We ran drivers 3-days endurance tests against Cassandra 2.0.11 and C* crashed with an OOME. This happened both with ruby-driver 1.0-beta and java-driver 2.0.8-snapshot.
Attached are :
|OOME_node_system.log||The system.log of one Cassandra node that crashed|
|gc.log.gz||The GC log on the same node|
|heap-usage-after-gc.png||The heap occupancy evolution after every GC cycle|
|heap-usage-after-gc-zoom.png||A focus on when things start to go wrong|
Our test executes 5 CQL statements (select, insert, select, delete, select) for a given unique id, during 3 days, using multiple threads. There is not change in the workload during the test.

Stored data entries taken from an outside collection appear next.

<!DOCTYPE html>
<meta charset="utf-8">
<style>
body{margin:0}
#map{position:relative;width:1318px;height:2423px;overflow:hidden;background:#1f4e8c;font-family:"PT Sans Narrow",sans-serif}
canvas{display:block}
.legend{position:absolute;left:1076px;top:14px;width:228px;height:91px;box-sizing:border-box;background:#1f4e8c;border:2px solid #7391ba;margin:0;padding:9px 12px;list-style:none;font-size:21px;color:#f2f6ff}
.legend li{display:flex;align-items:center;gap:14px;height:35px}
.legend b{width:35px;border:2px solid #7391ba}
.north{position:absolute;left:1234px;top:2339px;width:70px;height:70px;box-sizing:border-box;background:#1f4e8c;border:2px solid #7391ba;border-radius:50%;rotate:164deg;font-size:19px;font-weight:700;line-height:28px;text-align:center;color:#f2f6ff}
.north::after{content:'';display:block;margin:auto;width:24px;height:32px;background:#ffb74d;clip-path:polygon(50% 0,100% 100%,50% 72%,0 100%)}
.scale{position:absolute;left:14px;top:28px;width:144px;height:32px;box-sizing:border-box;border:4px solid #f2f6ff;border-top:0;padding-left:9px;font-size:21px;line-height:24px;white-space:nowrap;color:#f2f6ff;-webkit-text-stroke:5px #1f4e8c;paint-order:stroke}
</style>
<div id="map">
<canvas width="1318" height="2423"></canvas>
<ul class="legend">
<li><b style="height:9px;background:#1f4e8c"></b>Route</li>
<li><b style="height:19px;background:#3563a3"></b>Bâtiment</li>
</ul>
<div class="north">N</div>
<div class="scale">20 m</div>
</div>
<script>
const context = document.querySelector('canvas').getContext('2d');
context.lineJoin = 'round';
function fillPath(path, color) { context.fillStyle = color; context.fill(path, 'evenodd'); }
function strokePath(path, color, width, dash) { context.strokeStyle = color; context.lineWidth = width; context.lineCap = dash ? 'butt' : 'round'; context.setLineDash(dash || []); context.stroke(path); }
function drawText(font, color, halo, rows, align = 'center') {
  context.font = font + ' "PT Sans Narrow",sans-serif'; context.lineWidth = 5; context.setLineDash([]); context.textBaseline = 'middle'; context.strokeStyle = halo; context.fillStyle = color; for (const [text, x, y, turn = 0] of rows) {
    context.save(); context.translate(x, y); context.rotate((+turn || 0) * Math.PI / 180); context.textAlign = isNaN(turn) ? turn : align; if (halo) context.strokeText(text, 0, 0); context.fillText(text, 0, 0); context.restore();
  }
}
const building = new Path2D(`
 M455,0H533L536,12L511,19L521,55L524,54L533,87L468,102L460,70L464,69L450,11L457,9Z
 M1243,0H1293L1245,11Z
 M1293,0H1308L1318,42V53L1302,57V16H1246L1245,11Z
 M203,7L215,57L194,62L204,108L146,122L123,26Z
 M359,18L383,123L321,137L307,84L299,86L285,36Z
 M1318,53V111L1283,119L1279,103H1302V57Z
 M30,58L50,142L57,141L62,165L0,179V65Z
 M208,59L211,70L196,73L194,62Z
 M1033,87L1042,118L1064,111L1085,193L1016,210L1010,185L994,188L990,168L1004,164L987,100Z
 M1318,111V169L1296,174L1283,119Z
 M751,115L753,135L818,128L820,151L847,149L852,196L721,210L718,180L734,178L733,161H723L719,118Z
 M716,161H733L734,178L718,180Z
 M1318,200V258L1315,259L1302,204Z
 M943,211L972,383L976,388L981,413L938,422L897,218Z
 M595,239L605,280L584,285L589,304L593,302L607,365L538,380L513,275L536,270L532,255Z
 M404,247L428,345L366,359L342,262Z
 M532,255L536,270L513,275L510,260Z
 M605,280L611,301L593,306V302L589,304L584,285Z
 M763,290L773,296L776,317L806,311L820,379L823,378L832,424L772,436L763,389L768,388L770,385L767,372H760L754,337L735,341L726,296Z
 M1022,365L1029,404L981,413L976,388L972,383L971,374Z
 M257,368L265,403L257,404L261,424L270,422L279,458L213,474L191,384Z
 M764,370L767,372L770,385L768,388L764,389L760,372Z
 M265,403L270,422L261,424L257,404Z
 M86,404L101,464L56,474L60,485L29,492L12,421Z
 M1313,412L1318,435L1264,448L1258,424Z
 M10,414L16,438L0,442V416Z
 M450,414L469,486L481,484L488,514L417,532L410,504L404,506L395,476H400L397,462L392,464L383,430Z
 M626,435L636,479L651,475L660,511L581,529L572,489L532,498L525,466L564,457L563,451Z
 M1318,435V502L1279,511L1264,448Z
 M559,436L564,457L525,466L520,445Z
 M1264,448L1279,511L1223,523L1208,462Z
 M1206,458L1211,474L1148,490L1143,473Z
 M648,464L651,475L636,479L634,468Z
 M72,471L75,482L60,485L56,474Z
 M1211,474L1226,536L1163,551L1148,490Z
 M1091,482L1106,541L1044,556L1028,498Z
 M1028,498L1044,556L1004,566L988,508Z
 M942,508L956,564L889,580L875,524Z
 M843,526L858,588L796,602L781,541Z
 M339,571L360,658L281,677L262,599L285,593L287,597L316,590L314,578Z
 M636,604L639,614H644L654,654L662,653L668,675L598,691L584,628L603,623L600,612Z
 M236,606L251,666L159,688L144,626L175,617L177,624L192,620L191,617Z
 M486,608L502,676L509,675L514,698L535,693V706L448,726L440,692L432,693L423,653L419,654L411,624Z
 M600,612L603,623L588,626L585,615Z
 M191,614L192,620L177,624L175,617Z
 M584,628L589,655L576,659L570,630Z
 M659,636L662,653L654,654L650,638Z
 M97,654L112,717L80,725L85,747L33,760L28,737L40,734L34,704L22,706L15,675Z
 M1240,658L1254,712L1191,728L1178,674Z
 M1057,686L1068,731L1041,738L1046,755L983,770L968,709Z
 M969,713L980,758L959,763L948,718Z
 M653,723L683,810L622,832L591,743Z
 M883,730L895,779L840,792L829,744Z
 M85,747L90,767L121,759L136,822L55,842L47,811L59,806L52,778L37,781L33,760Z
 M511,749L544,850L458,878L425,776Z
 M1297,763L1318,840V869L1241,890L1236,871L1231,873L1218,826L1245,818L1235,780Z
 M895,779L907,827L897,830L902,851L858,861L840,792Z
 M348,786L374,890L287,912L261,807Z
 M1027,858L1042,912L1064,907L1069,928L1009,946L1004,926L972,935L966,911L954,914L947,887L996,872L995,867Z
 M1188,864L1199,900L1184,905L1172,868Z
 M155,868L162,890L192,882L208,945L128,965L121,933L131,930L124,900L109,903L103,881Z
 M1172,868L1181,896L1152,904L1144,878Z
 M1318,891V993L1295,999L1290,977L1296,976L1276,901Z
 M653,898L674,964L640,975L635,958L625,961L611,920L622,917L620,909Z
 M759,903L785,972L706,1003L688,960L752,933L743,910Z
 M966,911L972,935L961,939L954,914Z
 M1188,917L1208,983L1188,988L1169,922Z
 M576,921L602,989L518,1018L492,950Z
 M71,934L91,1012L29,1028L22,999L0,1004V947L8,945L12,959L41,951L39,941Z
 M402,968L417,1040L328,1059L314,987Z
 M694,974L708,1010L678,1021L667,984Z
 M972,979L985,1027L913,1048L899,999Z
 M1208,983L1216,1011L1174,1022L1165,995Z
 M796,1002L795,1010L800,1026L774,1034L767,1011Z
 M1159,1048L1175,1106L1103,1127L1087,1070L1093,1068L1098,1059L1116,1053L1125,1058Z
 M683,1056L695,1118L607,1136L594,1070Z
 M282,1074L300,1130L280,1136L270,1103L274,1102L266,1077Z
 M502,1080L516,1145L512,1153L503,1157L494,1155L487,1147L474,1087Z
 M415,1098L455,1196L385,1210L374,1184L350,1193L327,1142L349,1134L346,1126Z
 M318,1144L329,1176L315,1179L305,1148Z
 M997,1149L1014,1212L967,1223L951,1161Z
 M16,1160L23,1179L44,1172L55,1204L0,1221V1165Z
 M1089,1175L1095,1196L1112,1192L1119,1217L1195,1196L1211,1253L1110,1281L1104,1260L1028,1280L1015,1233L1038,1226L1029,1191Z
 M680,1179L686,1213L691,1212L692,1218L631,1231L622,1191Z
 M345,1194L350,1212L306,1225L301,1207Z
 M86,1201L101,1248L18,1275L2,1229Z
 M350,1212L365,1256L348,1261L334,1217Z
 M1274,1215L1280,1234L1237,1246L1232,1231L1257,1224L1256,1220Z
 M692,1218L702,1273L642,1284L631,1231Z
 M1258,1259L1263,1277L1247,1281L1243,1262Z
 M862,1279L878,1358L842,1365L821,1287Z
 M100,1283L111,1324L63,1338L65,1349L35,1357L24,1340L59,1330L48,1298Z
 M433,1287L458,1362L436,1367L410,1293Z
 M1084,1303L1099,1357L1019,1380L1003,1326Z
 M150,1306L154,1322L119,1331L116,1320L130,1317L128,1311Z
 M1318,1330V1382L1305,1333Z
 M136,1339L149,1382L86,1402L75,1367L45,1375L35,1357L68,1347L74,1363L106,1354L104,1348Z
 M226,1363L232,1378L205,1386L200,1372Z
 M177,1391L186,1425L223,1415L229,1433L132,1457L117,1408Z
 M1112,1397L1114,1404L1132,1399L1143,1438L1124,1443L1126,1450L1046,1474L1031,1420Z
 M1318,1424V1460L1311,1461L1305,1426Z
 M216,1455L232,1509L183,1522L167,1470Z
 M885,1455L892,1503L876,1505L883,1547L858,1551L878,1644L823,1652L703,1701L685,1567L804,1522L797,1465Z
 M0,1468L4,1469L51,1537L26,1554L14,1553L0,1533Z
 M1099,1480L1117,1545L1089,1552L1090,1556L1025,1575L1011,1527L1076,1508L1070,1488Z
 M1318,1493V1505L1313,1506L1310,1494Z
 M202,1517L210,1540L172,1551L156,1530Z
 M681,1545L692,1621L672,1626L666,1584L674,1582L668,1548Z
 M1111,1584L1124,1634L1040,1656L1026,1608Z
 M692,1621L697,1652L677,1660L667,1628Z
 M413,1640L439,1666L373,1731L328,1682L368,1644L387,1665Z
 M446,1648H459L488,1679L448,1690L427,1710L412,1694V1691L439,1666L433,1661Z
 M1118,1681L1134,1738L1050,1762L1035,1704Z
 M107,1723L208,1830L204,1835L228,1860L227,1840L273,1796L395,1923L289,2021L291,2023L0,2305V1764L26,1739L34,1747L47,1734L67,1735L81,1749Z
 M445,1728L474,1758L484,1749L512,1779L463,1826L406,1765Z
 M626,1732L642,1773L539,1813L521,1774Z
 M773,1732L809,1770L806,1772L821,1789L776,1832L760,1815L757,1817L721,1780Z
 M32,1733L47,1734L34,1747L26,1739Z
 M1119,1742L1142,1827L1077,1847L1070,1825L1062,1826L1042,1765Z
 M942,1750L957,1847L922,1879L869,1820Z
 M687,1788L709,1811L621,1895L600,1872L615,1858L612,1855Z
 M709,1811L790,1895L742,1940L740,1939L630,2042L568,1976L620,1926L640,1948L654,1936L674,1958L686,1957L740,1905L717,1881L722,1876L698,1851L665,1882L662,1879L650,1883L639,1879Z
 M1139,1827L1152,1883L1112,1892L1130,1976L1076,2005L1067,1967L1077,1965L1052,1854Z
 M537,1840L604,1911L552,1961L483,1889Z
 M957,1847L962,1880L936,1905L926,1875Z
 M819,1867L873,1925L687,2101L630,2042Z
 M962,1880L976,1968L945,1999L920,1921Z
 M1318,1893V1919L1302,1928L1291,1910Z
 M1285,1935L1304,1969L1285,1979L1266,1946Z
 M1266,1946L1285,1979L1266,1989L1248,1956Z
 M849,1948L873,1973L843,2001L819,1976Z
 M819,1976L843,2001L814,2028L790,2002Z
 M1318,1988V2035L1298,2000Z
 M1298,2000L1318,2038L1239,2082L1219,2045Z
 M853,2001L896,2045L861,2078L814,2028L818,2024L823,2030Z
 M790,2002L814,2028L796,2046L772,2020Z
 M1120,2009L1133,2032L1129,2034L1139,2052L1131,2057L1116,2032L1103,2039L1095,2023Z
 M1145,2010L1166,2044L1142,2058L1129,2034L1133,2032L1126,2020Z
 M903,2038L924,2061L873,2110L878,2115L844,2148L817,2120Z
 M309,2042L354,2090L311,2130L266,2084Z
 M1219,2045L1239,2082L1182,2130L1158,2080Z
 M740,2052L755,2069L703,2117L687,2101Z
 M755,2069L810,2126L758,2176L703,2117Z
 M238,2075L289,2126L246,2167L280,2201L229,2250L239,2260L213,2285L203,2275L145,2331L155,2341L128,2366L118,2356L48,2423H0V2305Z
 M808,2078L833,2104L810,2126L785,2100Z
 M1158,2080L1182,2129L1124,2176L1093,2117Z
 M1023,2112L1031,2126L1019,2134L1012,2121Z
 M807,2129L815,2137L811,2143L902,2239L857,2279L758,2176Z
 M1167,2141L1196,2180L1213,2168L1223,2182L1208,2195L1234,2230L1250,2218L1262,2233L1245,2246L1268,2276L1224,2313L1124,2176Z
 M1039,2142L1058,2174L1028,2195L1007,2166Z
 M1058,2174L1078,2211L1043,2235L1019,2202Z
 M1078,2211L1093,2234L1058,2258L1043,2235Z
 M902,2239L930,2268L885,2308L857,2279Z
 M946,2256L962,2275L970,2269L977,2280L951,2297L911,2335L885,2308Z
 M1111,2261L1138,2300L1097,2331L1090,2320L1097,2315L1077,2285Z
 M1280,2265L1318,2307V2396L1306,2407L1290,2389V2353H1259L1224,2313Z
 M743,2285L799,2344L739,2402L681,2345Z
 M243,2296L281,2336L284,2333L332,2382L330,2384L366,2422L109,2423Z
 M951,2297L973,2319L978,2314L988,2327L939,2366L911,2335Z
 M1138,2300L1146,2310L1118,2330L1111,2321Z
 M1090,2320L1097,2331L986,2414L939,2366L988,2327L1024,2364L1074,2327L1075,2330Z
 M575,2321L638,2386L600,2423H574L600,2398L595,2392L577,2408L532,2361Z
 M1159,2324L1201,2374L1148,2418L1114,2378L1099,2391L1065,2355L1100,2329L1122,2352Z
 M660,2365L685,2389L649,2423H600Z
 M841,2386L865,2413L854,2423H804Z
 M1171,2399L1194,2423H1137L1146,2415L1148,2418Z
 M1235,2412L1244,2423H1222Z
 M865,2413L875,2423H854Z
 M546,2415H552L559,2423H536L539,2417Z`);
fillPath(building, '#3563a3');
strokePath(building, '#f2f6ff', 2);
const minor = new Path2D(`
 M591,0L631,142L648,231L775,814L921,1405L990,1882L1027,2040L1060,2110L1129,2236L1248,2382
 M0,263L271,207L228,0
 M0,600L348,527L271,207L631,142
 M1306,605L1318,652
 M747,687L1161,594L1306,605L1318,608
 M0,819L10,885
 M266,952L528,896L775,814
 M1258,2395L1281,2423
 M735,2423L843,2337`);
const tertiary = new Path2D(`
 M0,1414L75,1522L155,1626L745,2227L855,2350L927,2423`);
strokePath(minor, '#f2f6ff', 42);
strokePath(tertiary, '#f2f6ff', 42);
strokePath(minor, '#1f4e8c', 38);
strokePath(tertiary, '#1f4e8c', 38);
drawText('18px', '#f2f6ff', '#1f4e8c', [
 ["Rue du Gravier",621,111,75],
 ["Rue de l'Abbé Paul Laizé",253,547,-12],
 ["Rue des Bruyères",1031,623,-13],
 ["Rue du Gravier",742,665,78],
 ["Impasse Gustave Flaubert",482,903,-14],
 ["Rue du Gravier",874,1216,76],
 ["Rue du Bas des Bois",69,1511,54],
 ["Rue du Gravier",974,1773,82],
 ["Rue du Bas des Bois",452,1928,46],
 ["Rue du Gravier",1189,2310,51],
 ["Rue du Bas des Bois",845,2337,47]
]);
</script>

In the attached log, it seems something starts in Cassandra between 2014-11-06 10:29:22 and 2014-11-06 10:45:32. This causes an allocation that fills the heap. We eventually get stuck in a Full GC storm and get an OOME in the logs.
I have run the java-driver tests against Cassandra 1.2.19 and 2.1.1. The error does not occur. It seems specific to 2.0.11.
- is broken by
CASSANDRA-6998 HintedHandoff - expired hints may block future hints deliveries
- is related to
CASSANDRA-8164 OOM due to slow memory meter